Problem requirements: Please return all of the entries below exactly as they are written.

Stored data entries:
....

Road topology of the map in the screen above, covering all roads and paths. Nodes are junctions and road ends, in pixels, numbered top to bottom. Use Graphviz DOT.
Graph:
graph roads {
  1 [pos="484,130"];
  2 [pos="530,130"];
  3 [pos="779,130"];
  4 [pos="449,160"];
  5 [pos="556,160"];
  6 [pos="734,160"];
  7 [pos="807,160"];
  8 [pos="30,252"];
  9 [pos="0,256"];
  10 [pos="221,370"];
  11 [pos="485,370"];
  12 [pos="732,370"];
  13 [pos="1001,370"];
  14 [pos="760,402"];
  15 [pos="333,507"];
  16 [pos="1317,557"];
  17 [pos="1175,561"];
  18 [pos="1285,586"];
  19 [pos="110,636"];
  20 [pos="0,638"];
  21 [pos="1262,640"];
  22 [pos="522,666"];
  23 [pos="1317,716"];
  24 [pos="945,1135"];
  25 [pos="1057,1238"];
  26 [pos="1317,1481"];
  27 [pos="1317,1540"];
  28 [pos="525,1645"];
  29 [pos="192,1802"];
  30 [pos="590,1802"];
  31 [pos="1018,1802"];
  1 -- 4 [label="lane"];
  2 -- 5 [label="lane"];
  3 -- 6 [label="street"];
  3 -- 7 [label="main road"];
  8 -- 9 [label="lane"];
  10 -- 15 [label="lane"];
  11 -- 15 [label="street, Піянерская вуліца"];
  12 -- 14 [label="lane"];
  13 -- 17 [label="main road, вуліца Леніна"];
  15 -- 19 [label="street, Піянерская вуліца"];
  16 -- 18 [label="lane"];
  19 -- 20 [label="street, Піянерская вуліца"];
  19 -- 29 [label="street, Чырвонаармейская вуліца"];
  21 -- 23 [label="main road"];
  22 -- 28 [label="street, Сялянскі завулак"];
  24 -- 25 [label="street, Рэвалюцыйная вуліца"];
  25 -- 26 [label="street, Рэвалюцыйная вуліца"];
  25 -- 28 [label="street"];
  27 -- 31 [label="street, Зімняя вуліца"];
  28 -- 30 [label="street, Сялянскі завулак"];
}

....

Solution:
Road topology of the map in the screen above, covering all roads and paths. Nodes are junctions and road ends, in pixels, numbered top to bottom. Use Graphviz DOT.
Graph:
graph roads {
  1 [pos="484,130"];
  2 [pos="530,130"];
  3 [pos="779,130"];
  4 [pos="449,160"];
  5 [pos="556,160"];
  6 [pos="734,160"];
  7 [pos="807,160"];
  8 [pos="30,252"];
  9 [pos="0,256"];
  10 [pos="221,370"];
  11 [pos="485,370"];
  12 [pos="732,370"];
  13 [pos="1001,370"];
  14 [pos="760,402"];
  15 [pos="333,507"];
  16 [pos="1317,557"];
  17 [pos="1175,561"];
  18 [pos="1285,586"];
  19 [pos="110,636"];
  20 [pos="0,638"];
  21 [pos="1262,640"];
  22 [pos="522,666"];
  23 [pos="1317,716"];
  24 [pos="945,1135"];
  25 [pos="1057,1238"];
  26 [pos="1317,1481"];
  27 [pos="1317,1540"];
  28 [pos="525,1645"];
  29 [pos="192,1802"];
  30 [pos="590,1802"];
  31 [pos="1018,1802"];
  1 -- 4 [label="lane"];
  2 -- 5 [label="lane"];
  3 -- 6 [label="street"];
  3 -- 7 [label="main road"];
  8 -- 9 [label="lane"];
  10 -- 15 [label="lane"];
  11 -- 15 [label="street, Піянерская вуліца"];
  12 -- 14 [label="lane"];
  13 -- 17 [label="main road, вуліца Леніна"];
  15 -- 19 [label="street, Піянерская вуліца"];
  16 -- 18 [label="lane"];
  19 -- 20 [label="street, Піянерская вуліца"];
  19 -- 29 [label="street, Чырвонаармейская вуліца"];
  21 -- 23 [label="main road"];
  22 -- 28 [label="street, Сялянскі завулак"];
  24 -- 25 [label="street, Рэвалюцыйная вуліца"];
  25 -- 26 [label="street, Рэвалюцыйная вуліца"];
  25 -- 28 [label="street"];
  27 -- 31 [label="street, Зімняя вуліца"];
  28 -- 30 [label="street, Сялянскі завулак"];
}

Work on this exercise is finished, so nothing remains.